The government has addressed the problem of educated but unqualified candidates in its Draft National Biotech Development Strategy. This plan included a proposal to create a National Task Force that will work with the biotech industry to revise the curriculum for undergraduate and graduate study in life sciences and biotechnology. The government’s strategy also stated intentions to increase the number of PhD Fellowships awarded by the Department of Biotechnology to 200 per year. These human resources will be further leveraged with a "Bio-Edu-Grid" that will knit together the resources of the academic and scientific industrial communities, much as they are in the US.
In 2019 the Department of Pharmaceuticals announced that as part of the Made in India initiative, drugs for local use must have 75% of local content, and drugs for export 10%. A bill of material must be produced for checking.

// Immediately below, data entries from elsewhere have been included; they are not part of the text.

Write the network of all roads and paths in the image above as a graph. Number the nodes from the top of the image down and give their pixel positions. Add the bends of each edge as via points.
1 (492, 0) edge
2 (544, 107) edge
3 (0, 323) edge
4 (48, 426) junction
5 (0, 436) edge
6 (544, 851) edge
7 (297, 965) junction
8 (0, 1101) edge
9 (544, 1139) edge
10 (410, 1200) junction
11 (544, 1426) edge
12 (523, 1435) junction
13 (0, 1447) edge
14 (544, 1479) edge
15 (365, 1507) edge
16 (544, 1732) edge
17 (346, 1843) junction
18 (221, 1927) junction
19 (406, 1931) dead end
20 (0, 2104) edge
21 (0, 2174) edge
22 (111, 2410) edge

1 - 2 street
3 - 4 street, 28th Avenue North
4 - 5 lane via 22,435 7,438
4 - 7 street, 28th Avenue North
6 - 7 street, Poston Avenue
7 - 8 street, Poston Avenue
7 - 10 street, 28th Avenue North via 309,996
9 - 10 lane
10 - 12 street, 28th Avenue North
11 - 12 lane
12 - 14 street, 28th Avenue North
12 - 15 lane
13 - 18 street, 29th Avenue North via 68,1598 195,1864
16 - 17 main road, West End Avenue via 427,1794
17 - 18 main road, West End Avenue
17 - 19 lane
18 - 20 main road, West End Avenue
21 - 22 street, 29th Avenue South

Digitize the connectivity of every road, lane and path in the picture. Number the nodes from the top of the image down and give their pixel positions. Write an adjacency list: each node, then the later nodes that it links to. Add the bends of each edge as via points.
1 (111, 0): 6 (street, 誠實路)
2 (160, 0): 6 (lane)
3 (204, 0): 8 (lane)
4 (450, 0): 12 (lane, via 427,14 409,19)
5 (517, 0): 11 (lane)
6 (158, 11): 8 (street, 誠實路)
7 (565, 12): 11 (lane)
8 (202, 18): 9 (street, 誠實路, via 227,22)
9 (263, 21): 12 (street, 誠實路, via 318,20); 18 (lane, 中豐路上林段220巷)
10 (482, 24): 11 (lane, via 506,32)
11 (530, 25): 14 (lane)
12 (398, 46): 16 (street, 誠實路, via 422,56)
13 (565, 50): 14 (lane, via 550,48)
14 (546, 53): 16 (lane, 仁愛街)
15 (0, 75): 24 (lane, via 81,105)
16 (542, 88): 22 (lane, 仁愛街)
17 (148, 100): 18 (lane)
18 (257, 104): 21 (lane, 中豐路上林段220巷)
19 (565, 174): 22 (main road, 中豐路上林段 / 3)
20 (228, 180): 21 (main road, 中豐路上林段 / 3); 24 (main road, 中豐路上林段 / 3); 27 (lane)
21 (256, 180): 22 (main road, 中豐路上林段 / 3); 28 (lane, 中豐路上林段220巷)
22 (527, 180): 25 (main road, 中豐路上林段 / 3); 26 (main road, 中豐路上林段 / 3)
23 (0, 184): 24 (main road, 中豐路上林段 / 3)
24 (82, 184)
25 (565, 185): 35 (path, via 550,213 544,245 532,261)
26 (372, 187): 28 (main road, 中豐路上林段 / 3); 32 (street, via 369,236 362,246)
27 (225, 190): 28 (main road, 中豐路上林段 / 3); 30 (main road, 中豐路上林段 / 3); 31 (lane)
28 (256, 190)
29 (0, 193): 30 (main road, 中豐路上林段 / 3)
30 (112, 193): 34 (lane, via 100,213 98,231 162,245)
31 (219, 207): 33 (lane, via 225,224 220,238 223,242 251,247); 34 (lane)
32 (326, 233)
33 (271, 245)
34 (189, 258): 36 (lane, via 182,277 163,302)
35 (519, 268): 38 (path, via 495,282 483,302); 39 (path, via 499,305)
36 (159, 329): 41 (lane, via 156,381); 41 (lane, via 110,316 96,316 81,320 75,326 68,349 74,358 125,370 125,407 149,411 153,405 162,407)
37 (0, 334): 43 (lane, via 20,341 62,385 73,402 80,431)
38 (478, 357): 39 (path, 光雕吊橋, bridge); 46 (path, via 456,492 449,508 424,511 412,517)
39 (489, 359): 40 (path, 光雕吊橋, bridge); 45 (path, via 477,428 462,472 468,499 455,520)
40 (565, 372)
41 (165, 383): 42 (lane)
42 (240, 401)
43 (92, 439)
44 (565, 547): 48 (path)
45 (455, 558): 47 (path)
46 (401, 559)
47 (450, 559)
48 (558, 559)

It has been pointed out that the pharma industry is not scrutinised enough when it comes to withdrawing patent challenges. For example, in the case of the patent application filed by Gilead Sciences for the Hepatitis C medicine sofosbuvir in 2014, Natco initially filed challenges to this application in Delhi. However, a month after signing a voluntary licensing agreement with Gilead, Natco withdrew the patent challenge. It has been argued that Mylan (a influential pharmaceutical company which was Natco's client) exerted pressure on the latter and 'brokered' a deal, though the term 'brokered' has been refuted by Mylan. Many activists argue that such agreements in effect deny patients in some countries the right to affordable drugs. It has also been pointed out that without the patent, voluntary licensing would imply charging rent on property not even owned by the company. The Competition Commission of India ought to carefully look at every withdrawal of patent challenges, as well as such private agreements, since these impact both public health and the competitive environment of the market.